Поэтому, когда Херманн приходит сказать, что Общество за устранение анахронизмов оживило Поля Маккартни, тело которого было обнаружено в личном склепе в Англии, Филдинг сначала не понимает толком, что это значит. Он выкатывается из постели и стоит у окна, смотрит, как волна рассыпается на пляже белой пеной.

— Мой старый приятель, да? — наконец умудряется ритмично пропеть Филдинг. Он надевает бабушкины очки.— А я ведь даже не знаю, о чем мне с ним говорить. Правда, не знаю.

Что-то внутри у него взрывается.

И мир Филдинга рухнул.

Стены исчезли. Краски поблекли — из алого в розовый, из розового в серый. Наступает темнота.

Перед ним голая темная стена. Он не чувствует запахов, влажный ветерок исчез. Его обволакивает бесконечная тишина. Черный мир.

— Чернее черного,— произносит Филдинг,— как мы говорили в Ливерпуле.

— В Ливерпуле? Ты никогда не был в Ливерпуле. Это тоже ложь.

И он тотчас же вспоминает, кто он. Правда пронзает его.

— Эй, ты еще функционируешь?

Филдинг роется в обрывках холодной электрической памяти и находит себя. Он не Филдинг. Он копия. Он Филдинг-Прим.

— Эй, ты. Это я. Настоящий Филдинг. Можешь говорить спокойно. Я здесь один. Я отослал операторов компьютера.

Филдинг-Прим ищет свои органы чувств. Он находит тусклый красный свет и усилием воли приказывает ему разгореться ярче. Появляется изображение человека лет пятидесяти пяти с кислым выражением лица: это Настоящий Филдинг.

А, думает Филдинг-Прим в своей бесконечной металлической пустоте, он старше меня. Может быть, сделав меня моложе, он хотел польстить самому себе или ему хотели польстить программисты. Но старику уже подправили лицо. Оно очень похоже на Леннона, но скулы потяжелее, усы погуще, и у него уже лысина.
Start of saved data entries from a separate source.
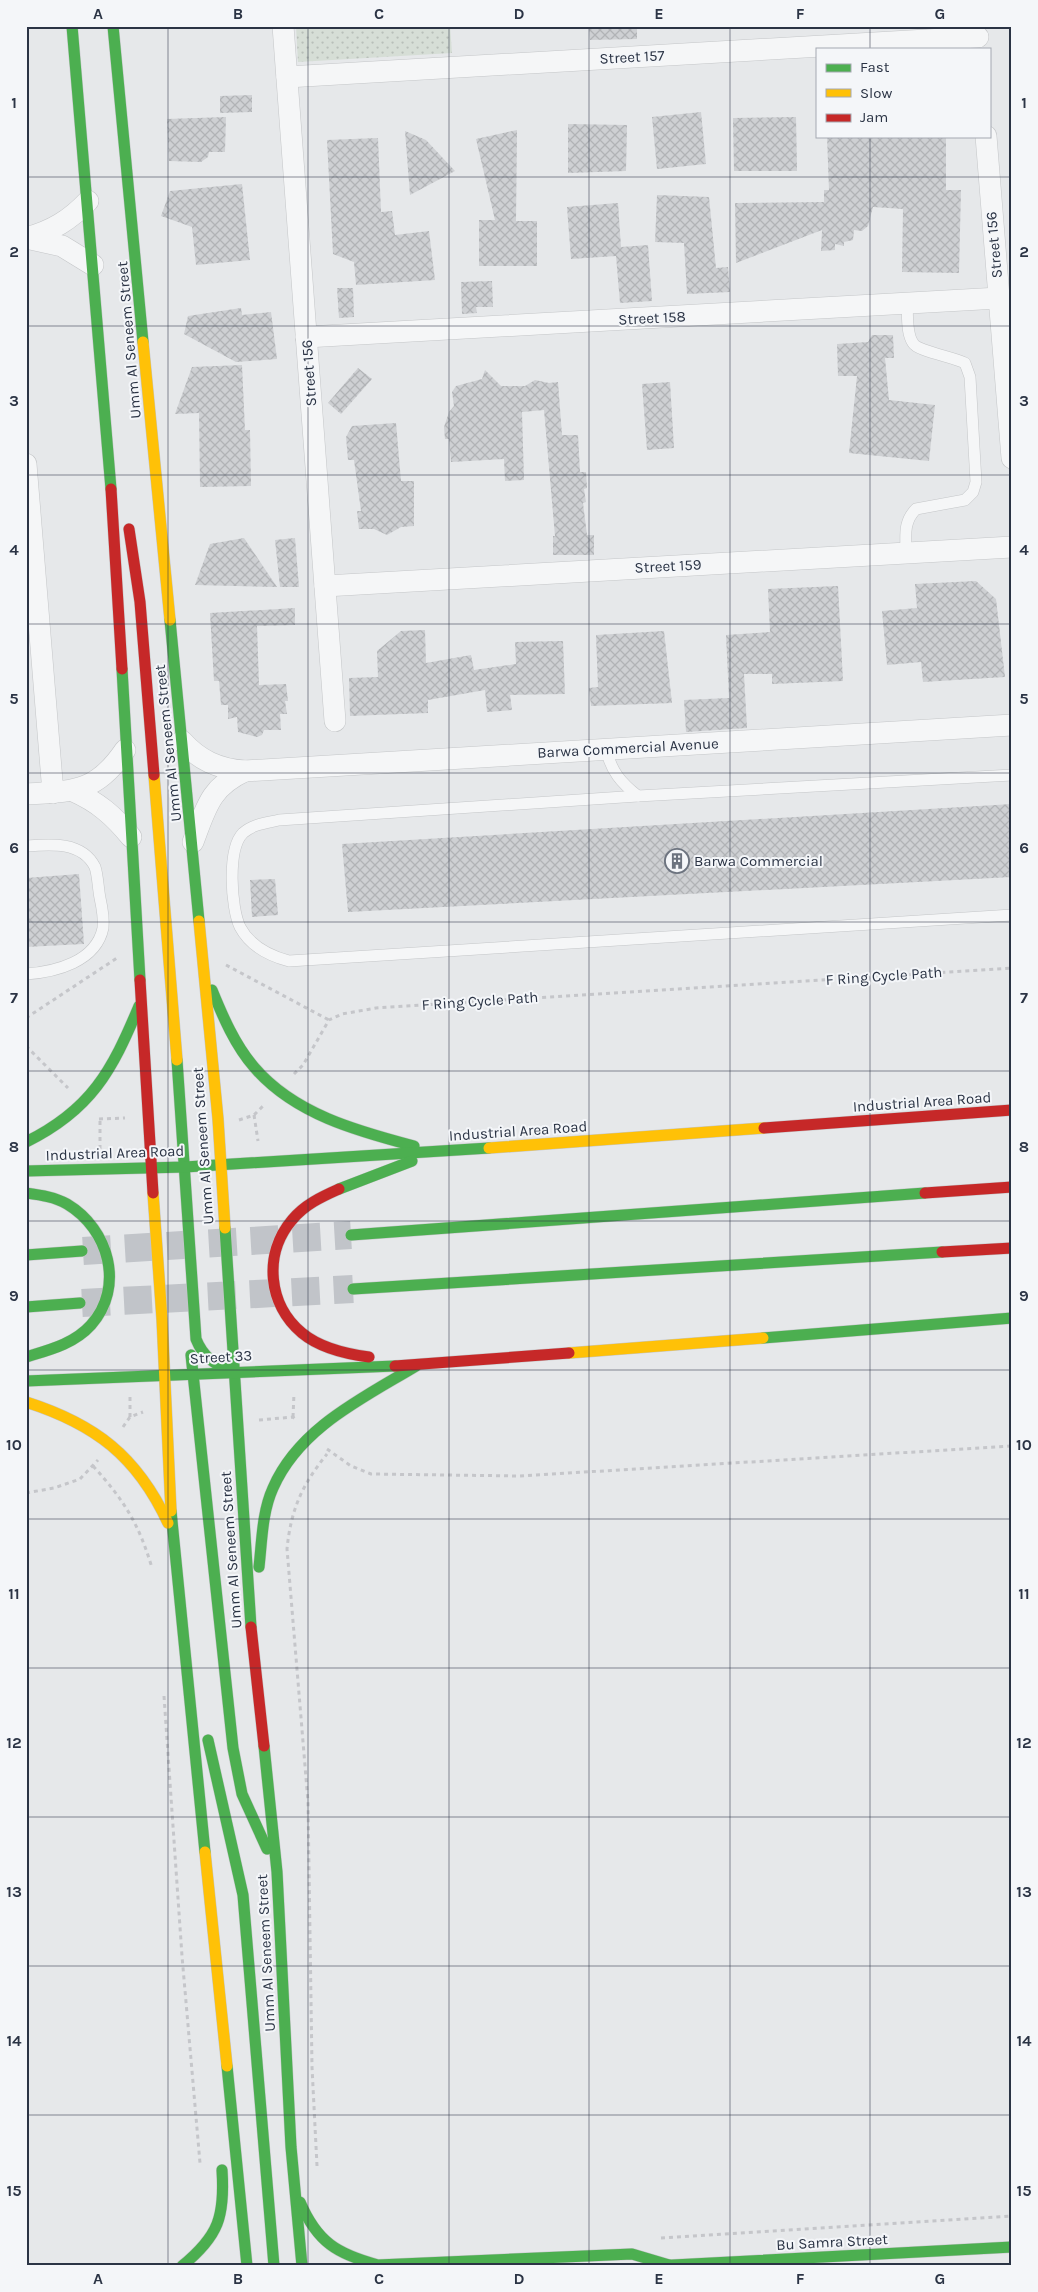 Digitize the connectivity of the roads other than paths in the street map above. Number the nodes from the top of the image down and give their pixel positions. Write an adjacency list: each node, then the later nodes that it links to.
1 (72, 26): 7 (main road, Umm Al Seneem Street)
2 (113, 26): 22 (main road, Umm Al Seneem Street)
3 (283, 26): 5 (street, Street 156)
4 (978, 37): 5 (street, Street 157)
5 (286, 77): 12 (street, Street 156)
6 (986, 138): 10 (street, Street 156)
7 (88, 201): 8 (street); 9 (main road, Umm Al Seneem Street)
8 (26, 238): 9 (street)
9 (93, 265): 14 (main road, Umm Al Seneem Street)
10 (999, 298): 11 (street, Street 158); 13 (street, Street 156)
11 (907, 303): 12 (street, Street 158); 18 (lane)
12 (306, 337): 19 (street, Street 156)
13 (1010, 412): 15 (street, Street 156)
14 (109, 449): 24 (main road, Umm Al Seneem Street); 42 (main road)
15 (1012, 458)
16 (26, 464): 27 (street)
17 (1012, 546): 18 (street, Street 159)
18 (906, 552): 19 (street, Street 159)
19 (324, 586): 20 (street, Street 156)
20 (334, 721)
21 (1012, 725): 23 (street, Barwa Commercial Avenue)
22 (182, 740): 25 (street, Barwa Commercial Avenue); 31 (main road, Umm Al Seneem Street)
23 (606, 749): 25 (street, Barwa Commercial Avenue); 29 (lane)
24 (125, 750): 27 (street); 30 (main road, Umm Al Seneem Street)
25 (245, 771): 31 (street, Barwa Commercial Avenue)
26 (1012, 775): 29 (lane)
27 (63, 792): 28 (street); 30 (street)
28 (26, 794)
29 (638, 796): 33 (lane)
30 (131, 837): 36 (main road, Umm Al Seneem Street)
31 (193, 842): 34 (main road, Umm Al Seneem Street)
32 (26, 846): 35 (lane)
33 (1012, 915)
34 (202, 969): 39 (main road); 40 (main road, Umm Al Seneem Street)
35 (26, 974)
36 (142, 999): 38 (main road); 41 (main road, Umm Al Seneem Street)
37 (1012, 1110): 39 (main road, Industrial Area Road)
38 (26, 1142)
39 (434, 1152): 40 (main road, Industrial Area Road); 55 (main road)
40 (221, 1165): 42 (main road, Industrial Area Road); 56 (main road, Umm Al Seneem Street)
41 (151, 1167): 42 (main road, Industrial Area Road); 43 (main road, Industrial Area Road); 57 (main road); 58 (main road, Umm Al Seneem Street)
42 (185, 1167): 56 (main road)
43 (26, 1171)
44 (1012, 1187): 46 (main road)
45 (26, 1193): 54 (main road)
46 (351, 1235)
47 (1012, 1248): 50 (main road)
48 (82, 1252): 49 (main road)
49 (26, 1255)
50 (353, 1289)
51 (80, 1303): 52 (main road)
52 (26, 1307)
53 (1012, 1318): 55 (main road)
54 (26, 1358)
55 (417, 1365): 56 (main road, Street 33); 62 (main road)
56 (233, 1372): 57 (main road, Street 33); 62 (main road, Umm Al Seneem Street)
57 (193, 1374): 58 (main road, Street 33); 64 (main road)
58 (163, 1375): 59 (main road, Street 33); 61 (main road, Umm Al Seneem Street)
59 (26, 1381)
60 (26, 1402): 61 (main road)
61 (173, 1541): 63 (main road, Umm Al Seneem Street)
62 (252, 1628): 64 (main road, Umm Al Seneem Street)
63 (182, 1634): 65 (main road, Umm Al Seneem Street); 74 (main road)
64 (277, 1872): 67 (main road, Umm Al Seneem Street)
65 (223, 2025): 66 (main road); 73 (main road, Umm Al Seneem Street)
66 (216, 2076)
67 (291, 2147): 71 (main road); 75 (main road, Umm Al Seneem Street)
68 (221, 2160): 72 (main road)
69 (1012, 2247): 70 (main road, Bu Samra Street)
70 (804, 2259): 71 (main road, Bu Samra Street); 77 (main road)
71 (669, 2265): 76 (main road, Bu Samra Street)
72 (182, 2266)
73 (247, 2266)
74 (274, 2266)
75 (302, 2266)
76 (654, 2266)
77 (785, 2266) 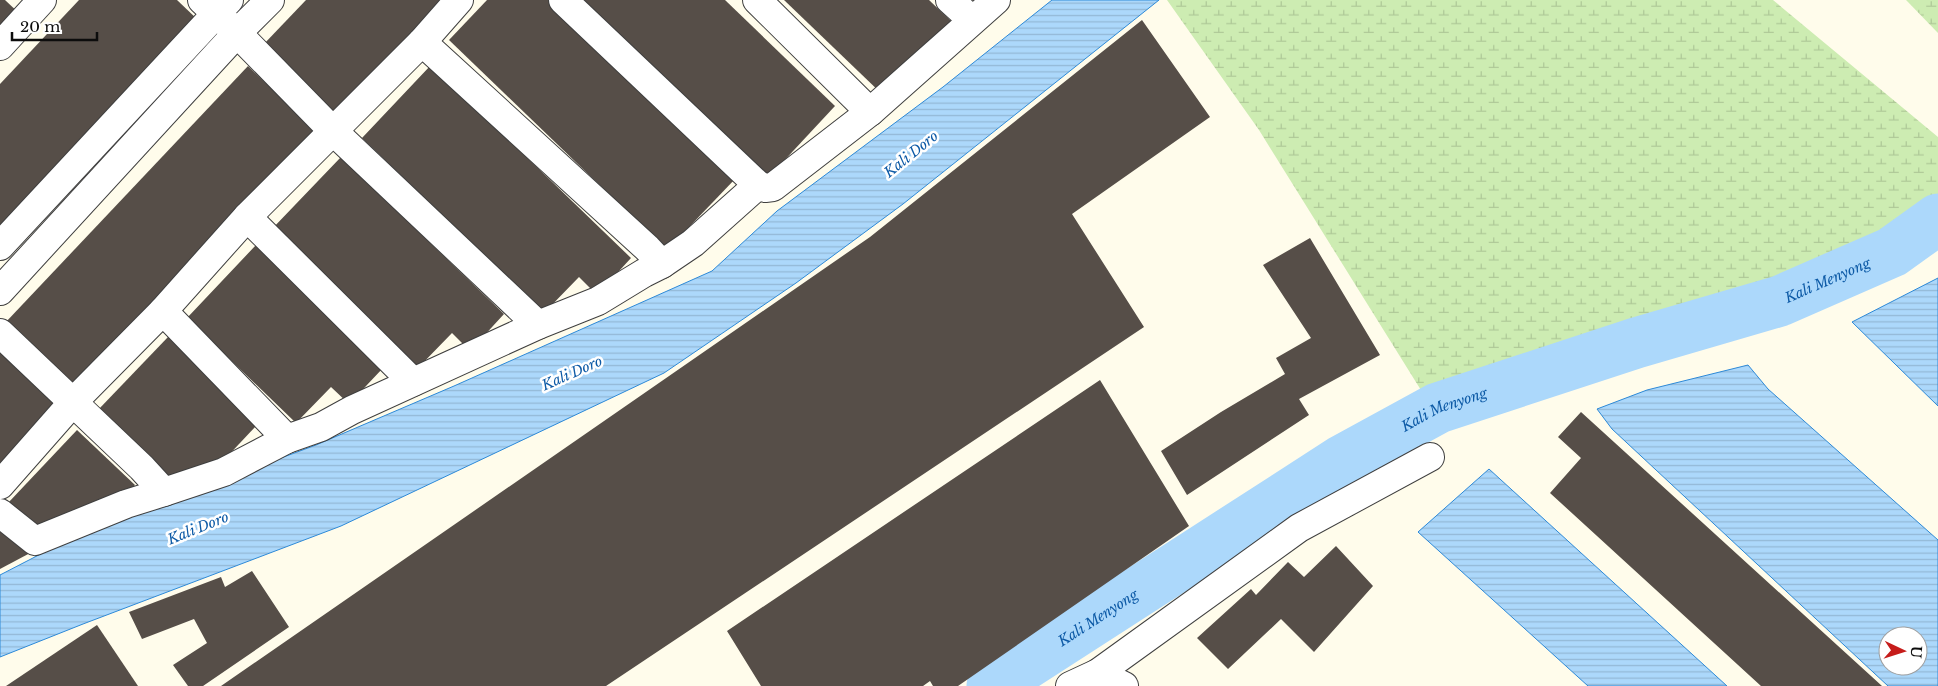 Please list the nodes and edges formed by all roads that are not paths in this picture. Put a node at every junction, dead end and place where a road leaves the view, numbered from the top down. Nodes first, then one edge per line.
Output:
1 (270, 0) edge
2 (459, 0) edge
3 (563, 0) edge
4 (758, 0) edge
5 (950, 0) edge
6 (996, 0) edge
7 (33, 3) edge
8 (215, 5) edge
9 (972, 20) junction
10 (238, 33) junction
11 (422, 42) junction
12 (0, 46) edge
13 (870, 112) junction
14 (333, 131) junction
15 (758, 185) junction
16 (247, 217) junction
17 (0, 246) edge
18 (662, 264) junction
19 (0, 290) edge
20 (163, 310) junction
21 (538, 325) junction
22 (0, 333) edge
23 (414, 382) junction
24 (74, 401) junction
25 (287, 439) junction
26 (1430, 457) dead end
27 (0, 485) edge
28 (164, 492) junction
29 (0, 513) edge
30 (1098, 674) junction
31 (1070, 686) edge
32 (1124, 686) edge

1 - 10 street
2 - 11 street
3 - 15 street
4 - 13 street
5 - 9 street
6 - 9 street
7 - 12 street
8 - 10 street
8 - 17 street
9 - 13 street
10 - 14 street
10 - 19 street
11 - 14 street
11 - 18 street
13 - 15 street
14 - 16 street
14 - 21 street
15 - 18 street
16 - 20 street
16 - 23 street
18 - 21 street
20 - 24 street
20 - 25 street
21 - 23 street
22 - 24 street
23 - 25 street
24 - 27 street
24 - 28 street
25 - 28 street
26 - 30 street
28 - 29 street
30 - 31 street
30 - 32 street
Седые бакенбарды немного не к месту, но, может быть, сейчас это модно.

— С новостью про Маккартни ты не справился.

— Я растерялся. Мне и в голову не приходило, что могут оживить кого-нибудь, кого я знаю. Я не знал, что сказать.

— Ладно, не имеет значения. Более ранние образцы, до тебя, даже столько не могли продержаться. Я попросил, чтобы фразу о Маккартни ввели в программу как проверочный вопрос. Вероятность того, что это может произойти, ничтожно мала, но я не хотел рисковать.

— Почему?

— Что? Ах да, ты не знаешь. Ты не в будущем, ты — компьютерная модель, модель меня в будущем. Я хотел проверить, сработает ли мой план. То есть смогу ли я справиться со всеми возникающими проблемами и обмануть «Бессмертие Инкорпорейтед».

Филдинг-Прим вздрагивает от ужаса. Ему нужно оттянуть время, чтобы все обдумать.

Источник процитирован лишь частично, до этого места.